Erschienen in:
11.06.2021 | Neuro
Risk factors analysis according to regional distribution of white matter hyperintensities in a stroke cohort
verfasst von:
Santiago Medrano-Martorell, Jaume Capellades, Jordi Jiménez-Conde, Sofía González-Ortiz, Marta Vilas-González, Ana Rodríguez-Campello, Ángel Ois, Elisa Cuadrado-Godia, Carla Avellaneda, Isabel Fernández, Elisa Merino-Peña, Jaume Roquer, Joan Martí-Fàbregas, Eva Giralt-Steinhauer
Erschienen in:
European Radiology
|
Ausgabe 1/2022
Einloggen, um Zugang zu erhalten
Abstract
Objectives
The spectrum of distribution of white matter hyperintensities (WMH) may reflect different functional, histopathological, and etiological features. We examined the relationships between cerebrovascular risk factors (CVRF) and different patterns of WMH in MRI using a qualitative visual scale in ischemic stroke (IS) patients.
Methods
We assembled clinical data and imaging findings from patients of two independent cohorts with recent IS. MRI scans were evaluated using a modified visual scale from Fazekas, Wahlund, and Van Swieten.
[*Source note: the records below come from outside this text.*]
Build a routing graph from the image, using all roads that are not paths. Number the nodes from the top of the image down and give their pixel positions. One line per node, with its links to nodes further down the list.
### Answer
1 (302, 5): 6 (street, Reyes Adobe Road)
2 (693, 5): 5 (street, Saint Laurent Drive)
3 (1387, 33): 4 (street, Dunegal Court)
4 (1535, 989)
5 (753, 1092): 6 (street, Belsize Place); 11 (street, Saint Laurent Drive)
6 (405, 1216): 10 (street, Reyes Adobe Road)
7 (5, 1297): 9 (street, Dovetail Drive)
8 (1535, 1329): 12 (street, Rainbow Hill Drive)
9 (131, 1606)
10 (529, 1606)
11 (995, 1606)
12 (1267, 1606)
WMH distributions were analyzed separately in periventricular (PV-WMH) and deep (D-WMH) white matter, basal ganglia (BG-WMH), and brainstem (B-WMH). Presence of confluence of PV-WMH and D-WMH and anterior-versus-posterior WMH predominance were also evaluated. Statistical analysis was performed with SPSS software.
Results
We included 618 patients, with a mean age of 72 years (standard deviation [SD] 11 years). The most frequent WMH pattern was D-WMH (73%). In a multivariable analysis, hypertension was associated with PV-WMH (odds ratio [OR] 1.79, 95% confidence interval [CI] 1.29–2.50, p = 0.001) and BG-WMH (OR 2.13, 95% CI 1.19–3.83, p = 0.012). Diabetes mellitus was significantly related to PV-WMH (OR 1.69, 95% CI 1.24–2.30, p = 0.001), D-WMH (OR 1.46, 95% CI 1.07–1.49, p = 0.017), and confluence patterns of D-WMH and PV-WMH (OR 1.62, 95% CI 1.07–2.47, p = 0.024). Hyperlipidemia was found to be independently related to brainstem distribution (OR 1.70, 95% CI 1.08–2.69, p = 0.022).
Conclusions
Different CVRF profiles were significantly related to specific WMH spatial distribution patterns in a large IS cohort.
Key Points
• An observational study of WMH in a large IS cohort was assessed by a modified visual evaluation.
• Different CVRF profiles were significantly related to specific WMH spatial distribution patterns.
• Distinct WMH anatomical patterns could be related to different pathophysiological mechanisms.